◆ Dataset content:
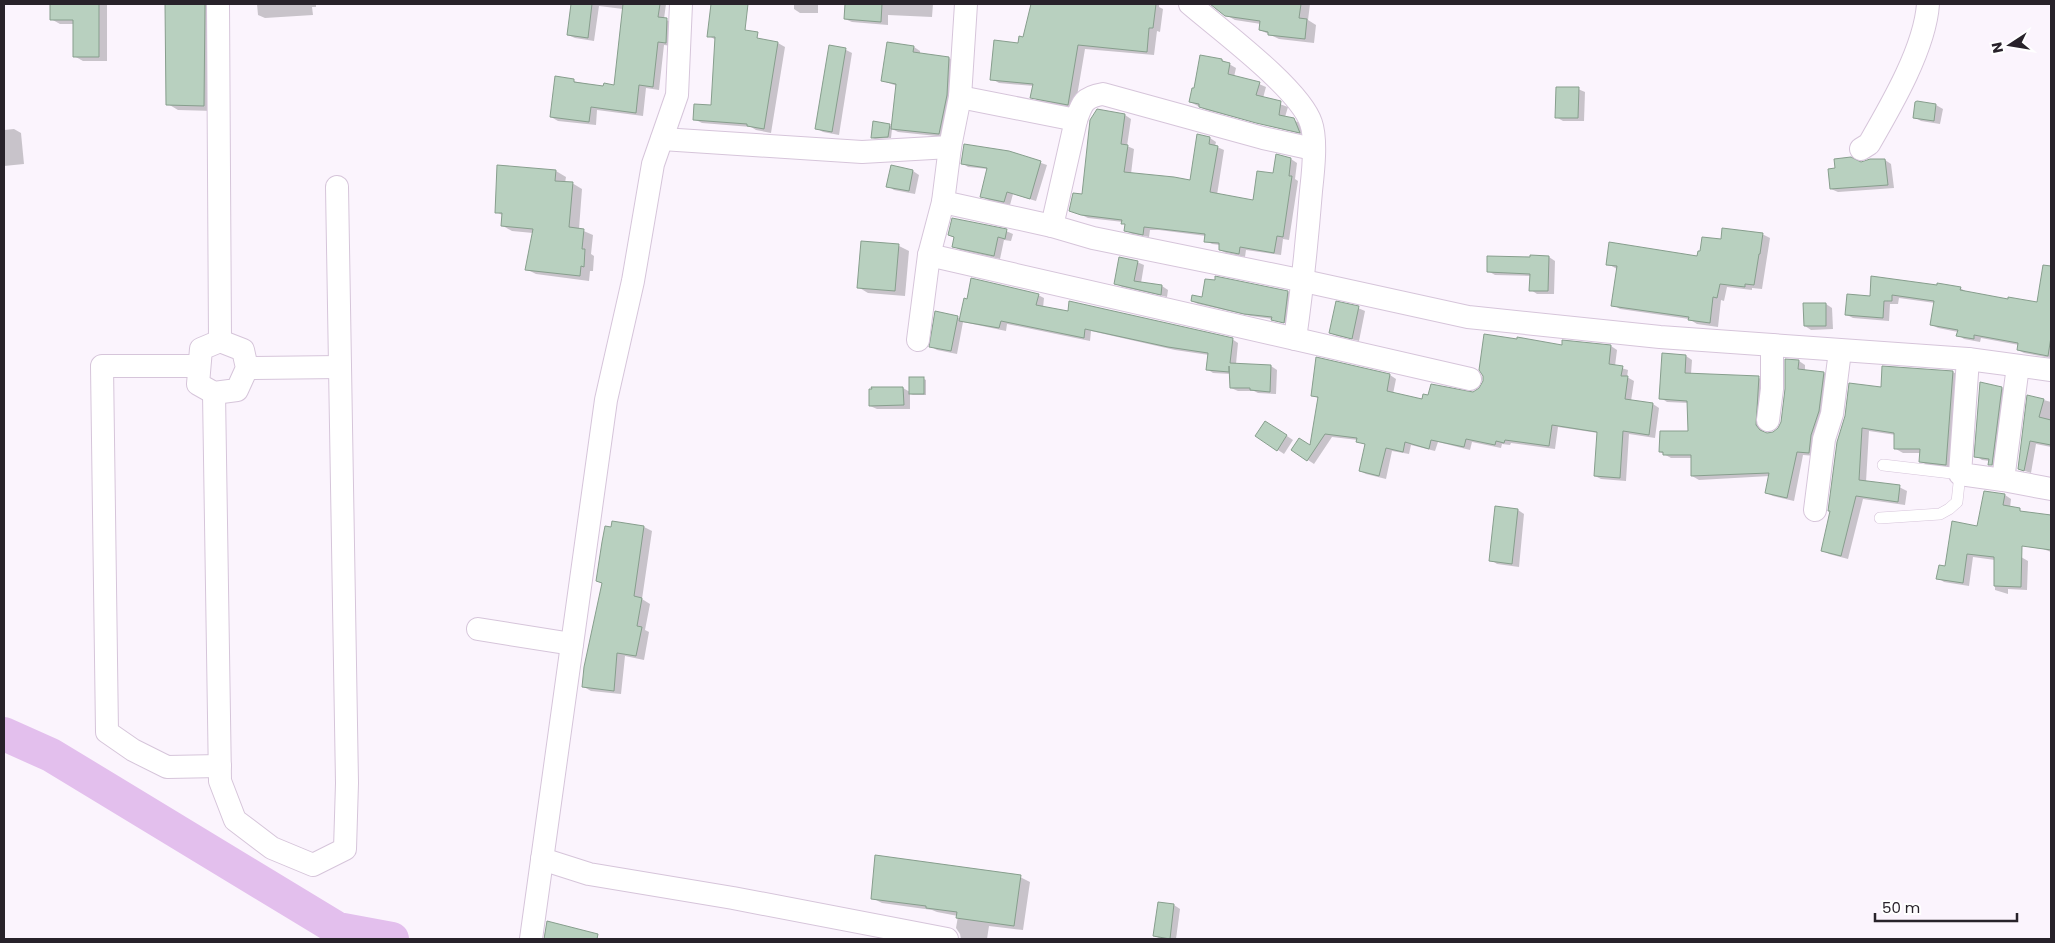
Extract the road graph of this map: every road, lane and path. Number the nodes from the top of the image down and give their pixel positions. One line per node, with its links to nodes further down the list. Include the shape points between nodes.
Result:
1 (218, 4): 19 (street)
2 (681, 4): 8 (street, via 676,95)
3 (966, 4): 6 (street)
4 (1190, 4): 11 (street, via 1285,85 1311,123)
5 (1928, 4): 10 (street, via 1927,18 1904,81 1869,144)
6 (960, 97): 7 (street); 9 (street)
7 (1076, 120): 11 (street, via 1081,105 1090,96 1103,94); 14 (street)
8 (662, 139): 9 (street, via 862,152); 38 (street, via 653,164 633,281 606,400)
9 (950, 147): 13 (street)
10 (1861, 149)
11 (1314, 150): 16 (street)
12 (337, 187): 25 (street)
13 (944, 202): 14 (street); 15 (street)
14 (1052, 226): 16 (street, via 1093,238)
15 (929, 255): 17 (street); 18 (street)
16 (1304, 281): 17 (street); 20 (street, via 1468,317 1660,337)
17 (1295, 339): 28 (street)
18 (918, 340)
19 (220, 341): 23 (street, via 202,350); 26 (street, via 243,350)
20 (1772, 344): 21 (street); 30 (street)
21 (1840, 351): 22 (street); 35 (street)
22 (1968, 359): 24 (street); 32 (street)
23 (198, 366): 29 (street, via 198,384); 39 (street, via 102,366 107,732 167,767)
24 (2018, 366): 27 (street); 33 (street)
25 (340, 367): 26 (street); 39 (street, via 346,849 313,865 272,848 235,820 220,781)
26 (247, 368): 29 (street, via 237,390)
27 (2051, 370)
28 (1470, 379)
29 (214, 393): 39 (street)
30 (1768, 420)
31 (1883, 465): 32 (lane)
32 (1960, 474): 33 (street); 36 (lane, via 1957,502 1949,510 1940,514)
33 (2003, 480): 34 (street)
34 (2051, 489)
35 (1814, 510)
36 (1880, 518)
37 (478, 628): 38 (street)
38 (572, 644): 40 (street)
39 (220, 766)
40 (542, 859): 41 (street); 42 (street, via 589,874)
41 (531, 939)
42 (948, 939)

---

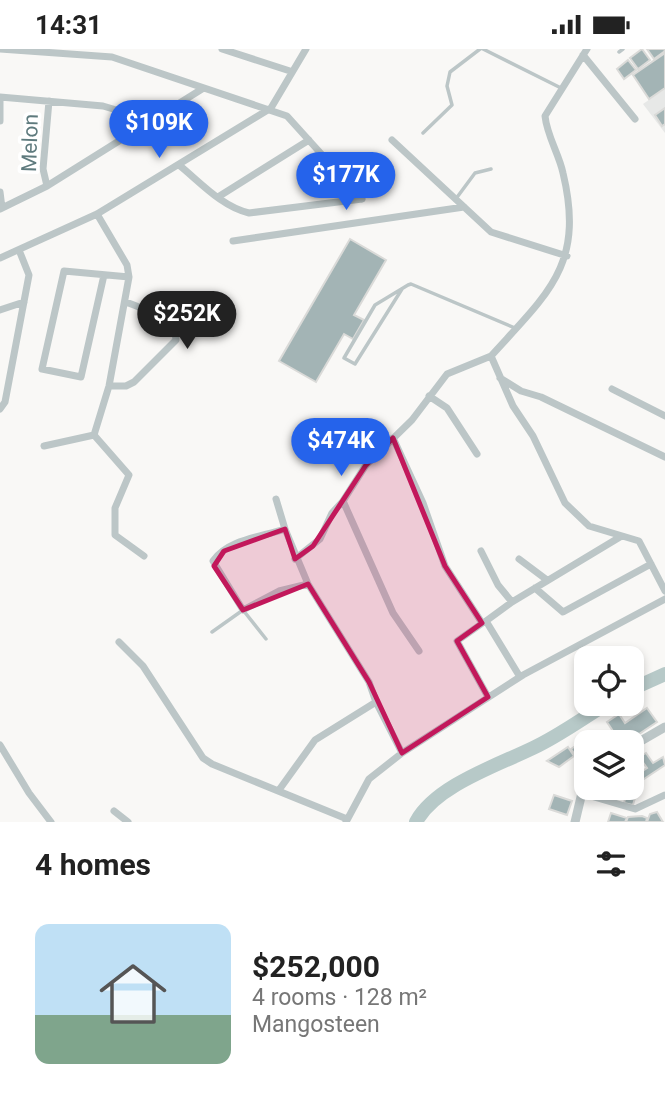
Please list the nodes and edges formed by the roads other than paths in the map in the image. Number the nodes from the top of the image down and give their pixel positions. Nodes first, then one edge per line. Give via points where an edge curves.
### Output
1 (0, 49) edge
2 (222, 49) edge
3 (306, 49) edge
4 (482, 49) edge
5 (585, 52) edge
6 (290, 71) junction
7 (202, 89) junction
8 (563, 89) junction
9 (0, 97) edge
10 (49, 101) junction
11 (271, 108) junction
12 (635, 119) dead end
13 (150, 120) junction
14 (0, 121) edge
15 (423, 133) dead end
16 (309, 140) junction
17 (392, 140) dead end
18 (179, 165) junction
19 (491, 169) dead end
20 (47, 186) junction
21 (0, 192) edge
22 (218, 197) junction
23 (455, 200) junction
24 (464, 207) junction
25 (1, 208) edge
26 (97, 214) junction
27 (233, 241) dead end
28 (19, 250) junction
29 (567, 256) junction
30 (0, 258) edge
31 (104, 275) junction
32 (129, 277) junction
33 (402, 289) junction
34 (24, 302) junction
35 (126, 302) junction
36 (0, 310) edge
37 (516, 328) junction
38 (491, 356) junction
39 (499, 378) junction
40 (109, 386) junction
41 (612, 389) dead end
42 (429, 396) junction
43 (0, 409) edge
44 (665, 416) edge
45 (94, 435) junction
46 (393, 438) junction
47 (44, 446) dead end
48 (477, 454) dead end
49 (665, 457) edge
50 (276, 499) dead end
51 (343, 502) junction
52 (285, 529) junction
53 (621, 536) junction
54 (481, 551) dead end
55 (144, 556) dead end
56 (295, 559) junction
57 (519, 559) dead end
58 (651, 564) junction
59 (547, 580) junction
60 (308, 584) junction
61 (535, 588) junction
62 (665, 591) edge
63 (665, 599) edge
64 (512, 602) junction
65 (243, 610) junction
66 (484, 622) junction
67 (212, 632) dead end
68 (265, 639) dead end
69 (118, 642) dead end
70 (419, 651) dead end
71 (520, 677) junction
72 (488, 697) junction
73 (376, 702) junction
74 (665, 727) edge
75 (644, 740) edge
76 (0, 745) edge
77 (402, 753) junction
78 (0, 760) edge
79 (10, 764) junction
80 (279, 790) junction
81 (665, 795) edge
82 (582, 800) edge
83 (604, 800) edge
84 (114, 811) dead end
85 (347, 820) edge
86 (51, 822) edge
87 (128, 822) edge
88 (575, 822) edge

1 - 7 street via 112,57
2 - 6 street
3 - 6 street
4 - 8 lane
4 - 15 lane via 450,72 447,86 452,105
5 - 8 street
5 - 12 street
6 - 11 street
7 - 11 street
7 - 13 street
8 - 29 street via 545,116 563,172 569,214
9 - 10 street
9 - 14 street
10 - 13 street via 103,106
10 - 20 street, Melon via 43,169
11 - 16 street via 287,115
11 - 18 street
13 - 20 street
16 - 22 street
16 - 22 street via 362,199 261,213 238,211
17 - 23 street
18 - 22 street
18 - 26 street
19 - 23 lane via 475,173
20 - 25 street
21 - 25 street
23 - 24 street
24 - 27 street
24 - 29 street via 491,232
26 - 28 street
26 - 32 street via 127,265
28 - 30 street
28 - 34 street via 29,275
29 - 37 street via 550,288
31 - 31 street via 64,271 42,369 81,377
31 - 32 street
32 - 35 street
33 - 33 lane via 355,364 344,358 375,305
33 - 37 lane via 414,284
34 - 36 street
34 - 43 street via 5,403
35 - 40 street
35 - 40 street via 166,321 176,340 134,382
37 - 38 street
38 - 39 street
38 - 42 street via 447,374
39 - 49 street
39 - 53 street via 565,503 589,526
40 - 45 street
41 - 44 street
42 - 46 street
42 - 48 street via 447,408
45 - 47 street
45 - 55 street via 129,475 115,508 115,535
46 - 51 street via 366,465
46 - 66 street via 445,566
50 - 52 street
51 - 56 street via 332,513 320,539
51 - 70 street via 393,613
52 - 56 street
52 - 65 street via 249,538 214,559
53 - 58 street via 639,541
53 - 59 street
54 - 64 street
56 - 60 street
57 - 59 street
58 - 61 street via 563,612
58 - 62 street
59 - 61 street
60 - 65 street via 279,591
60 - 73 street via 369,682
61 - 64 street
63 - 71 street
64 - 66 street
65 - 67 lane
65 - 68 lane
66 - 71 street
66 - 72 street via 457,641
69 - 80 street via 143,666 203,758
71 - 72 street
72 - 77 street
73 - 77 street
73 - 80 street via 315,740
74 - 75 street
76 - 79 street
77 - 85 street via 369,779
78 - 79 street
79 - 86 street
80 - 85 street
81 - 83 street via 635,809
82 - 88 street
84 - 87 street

==

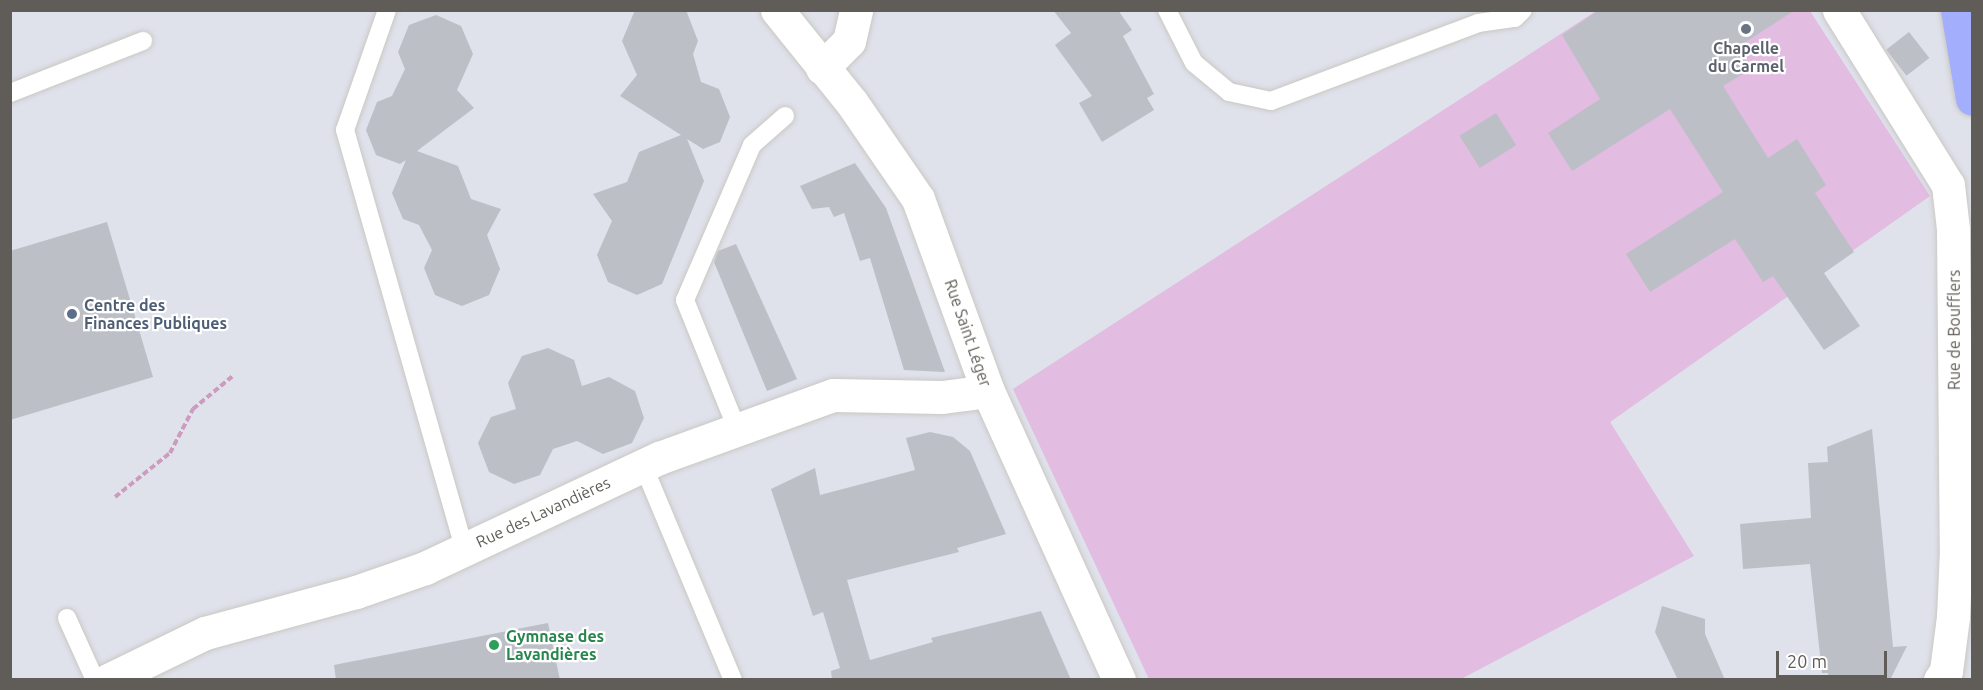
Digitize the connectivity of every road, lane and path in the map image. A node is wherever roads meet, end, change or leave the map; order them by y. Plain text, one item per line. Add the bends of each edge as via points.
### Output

◆ The task: Of all the entries above, how many lines contain the string "roads"? Answer with the number only.

◆ Answer section: 2